__INSTRUCTIONS FOR THE TASK__
Nothing in the records below should be altered when they are retyped.
── DATASET ENTRIES ──
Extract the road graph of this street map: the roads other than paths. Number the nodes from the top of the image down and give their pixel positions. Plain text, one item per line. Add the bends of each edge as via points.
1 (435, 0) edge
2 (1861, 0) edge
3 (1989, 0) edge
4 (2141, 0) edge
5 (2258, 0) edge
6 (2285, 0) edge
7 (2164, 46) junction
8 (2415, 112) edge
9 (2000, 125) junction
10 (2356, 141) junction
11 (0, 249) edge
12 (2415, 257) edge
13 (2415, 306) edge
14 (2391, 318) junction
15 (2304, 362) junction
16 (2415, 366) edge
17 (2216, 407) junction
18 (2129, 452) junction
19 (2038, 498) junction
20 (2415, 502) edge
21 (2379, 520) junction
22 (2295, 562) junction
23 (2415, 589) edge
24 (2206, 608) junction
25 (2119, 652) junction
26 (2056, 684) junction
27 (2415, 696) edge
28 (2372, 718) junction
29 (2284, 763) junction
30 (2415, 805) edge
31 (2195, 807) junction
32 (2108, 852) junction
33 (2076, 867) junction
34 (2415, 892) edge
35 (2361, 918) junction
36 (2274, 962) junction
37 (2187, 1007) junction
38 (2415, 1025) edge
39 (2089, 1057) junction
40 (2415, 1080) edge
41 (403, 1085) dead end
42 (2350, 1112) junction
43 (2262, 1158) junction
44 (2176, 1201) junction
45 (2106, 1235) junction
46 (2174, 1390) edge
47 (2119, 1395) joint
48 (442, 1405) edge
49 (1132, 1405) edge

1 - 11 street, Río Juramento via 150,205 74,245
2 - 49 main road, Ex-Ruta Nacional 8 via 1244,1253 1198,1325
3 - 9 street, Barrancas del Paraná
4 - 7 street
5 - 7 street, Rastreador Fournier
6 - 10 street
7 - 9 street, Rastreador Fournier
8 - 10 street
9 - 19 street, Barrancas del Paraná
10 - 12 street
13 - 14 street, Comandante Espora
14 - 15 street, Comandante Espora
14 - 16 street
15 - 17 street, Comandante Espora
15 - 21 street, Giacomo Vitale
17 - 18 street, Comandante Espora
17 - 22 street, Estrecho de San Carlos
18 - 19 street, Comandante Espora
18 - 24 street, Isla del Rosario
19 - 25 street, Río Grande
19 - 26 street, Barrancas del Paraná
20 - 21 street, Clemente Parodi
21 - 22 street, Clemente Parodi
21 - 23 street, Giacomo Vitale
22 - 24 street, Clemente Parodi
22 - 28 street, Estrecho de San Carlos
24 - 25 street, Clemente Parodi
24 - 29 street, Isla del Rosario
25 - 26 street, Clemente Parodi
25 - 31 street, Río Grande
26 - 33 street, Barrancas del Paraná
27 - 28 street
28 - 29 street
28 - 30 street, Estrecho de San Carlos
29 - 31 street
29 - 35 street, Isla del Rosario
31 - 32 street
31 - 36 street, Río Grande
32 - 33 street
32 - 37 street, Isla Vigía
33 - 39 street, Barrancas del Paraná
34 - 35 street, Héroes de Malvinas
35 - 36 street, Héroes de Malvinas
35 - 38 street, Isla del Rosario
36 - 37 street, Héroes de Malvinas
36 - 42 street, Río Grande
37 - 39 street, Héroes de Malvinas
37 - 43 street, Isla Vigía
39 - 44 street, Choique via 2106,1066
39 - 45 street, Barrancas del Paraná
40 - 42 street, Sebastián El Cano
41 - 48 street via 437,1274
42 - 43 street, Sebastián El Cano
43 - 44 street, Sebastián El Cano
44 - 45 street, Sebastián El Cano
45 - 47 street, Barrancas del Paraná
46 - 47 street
───
__RESULT OF THIS TASK__
Extract the road graph of this street map: the roads other than paths. Number the nodes from the top of the image down and give their pixel positions. Plain text, one item per line. Add the bends of each edge as via points.
1 (435, 0) edge
2 (1861, 0) edge
3 (1989, 0) edge
4 (2141, 0) edge
5 (2258, 0) edge
6 (2285, 0) edge
7 (2164, 46) junction
8 (2415, 112) edge
9 (2000, 125) junction
10 (2356, 141) junction
11 (0, 249) edge
12 (2415, 257) edge
13 (2415, 306) edge
14 (2391, 318) junction
15 (2304, 362) junction
16 (2415, 366) edge
17 (2216, 407) junction
18 (2129, 452) junction
19 (2038, 498) junction
20 (2415, 502) edge
21 (2379, 520) junction
22 (2295, 562) junction
23 (2415, 589) edge
24 (2206, 608) junction
25 (2119, 652) junction
26 (2056, 684) junction
27 (2415, 696) edge
28 (2372, 718) junction
29 (2284, 763) junction
30 (2415, 805) edge
31 (2195, 807) junction
32 (2108, 852) junction
33 (2076, 867) junction
34 (2415, 892) edge
35 (2361, 918) junction
36 (2274, 962) junction
37 (2187, 1007) junction
38 (2415, 1025) edge
39 (2089, 1057) junction
40 (2415, 1080) edge
41 (403, 1085) dead end
42 (2350, 1112) junction
43 (2262, 1158) junction
44 (2176, 1201) junction
45 (2106, 1235) junction
46 (2174, 1390) edge
47 (2119, 1395) joint
48 (442, 1405) edge
49 (1132, 1405) edge

1 - 11 street, Río Juramento via 150,205 74,245
2 - 49 main road, Ex-Ruta Nacional 8 via 1244,1253 1198,1325
3 - 9 street, Barrancas del Paraná
4 - 7 street
5 - 7 street, Rastreador Fournier
6 - 10 street
7 - 9 street, Rastreador Fournier
8 - 10 street
9 - 19 street, Barrancas del Paraná
10 - 12 street
13 - 14 street, Comandante Espora
14 - 15 street, Comandante Espora
14 - 16 street
15 - 17 street, Comandante Espora
15 - 21 street, Giacomo Vitale
17 - 18 street, Comandante Espora
17 - 22 street, Estrecho de San Carlos
18 - 19 street, Comandante Espora
18 - 24 street, Isla del Rosario
19 - 25 street, Río Grande
19 - 26 street, Barrancas del Paraná
20 - 21 street, Clemente Parodi
21 - 22 street, Clemente Parodi
21 - 23 street, Giacomo Vitale
22 - 24 street, Clemente Parodi
22 - 28 street, Estrecho de San Carlos
24 - 25 street, Clemente Parodi
24 - 29 street, Isla del Rosario
25 - 26 street, Clemente Parodi
25 - 31 street, Río Grande
26 - 33 street, Barrancas del Paraná
27 - 28 street
28 - 29 street
28 - 30 street, Estrecho de San Carlos
29 - 31 street
29 - 35 street, Isla del Rosario
31 - 32 street
31 - 36 street, Río Grande
32 - 33 street
32 - 37 street, Isla Vigía
33 - 39 street, Barrancas del Paraná
34 - 35 street, Héroes de Malvinas
35 - 36 street, Héroes de Malvinas
35 - 38 street, Isla del Rosario
36 - 37 street, Héroes de Malvinas
36 - 42 street, Río Grande
37 - 39 street, Héroes de Malvinas
37 - 43 street, Isla Vigía
39 - 44 street, Choique via 2106,1066
39 - 45 street, Barrancas del Paraná
40 - 42 street, Sebastián El Cano
41 - 48 street via 437,1274
42 - 43 street, Sebastián El Cano
43 - 44 street, Sebastián El Cano
44 - 45 street, Sebastián El Cano
45 - 47 street, Barrancas del Paraná
46 - 47 street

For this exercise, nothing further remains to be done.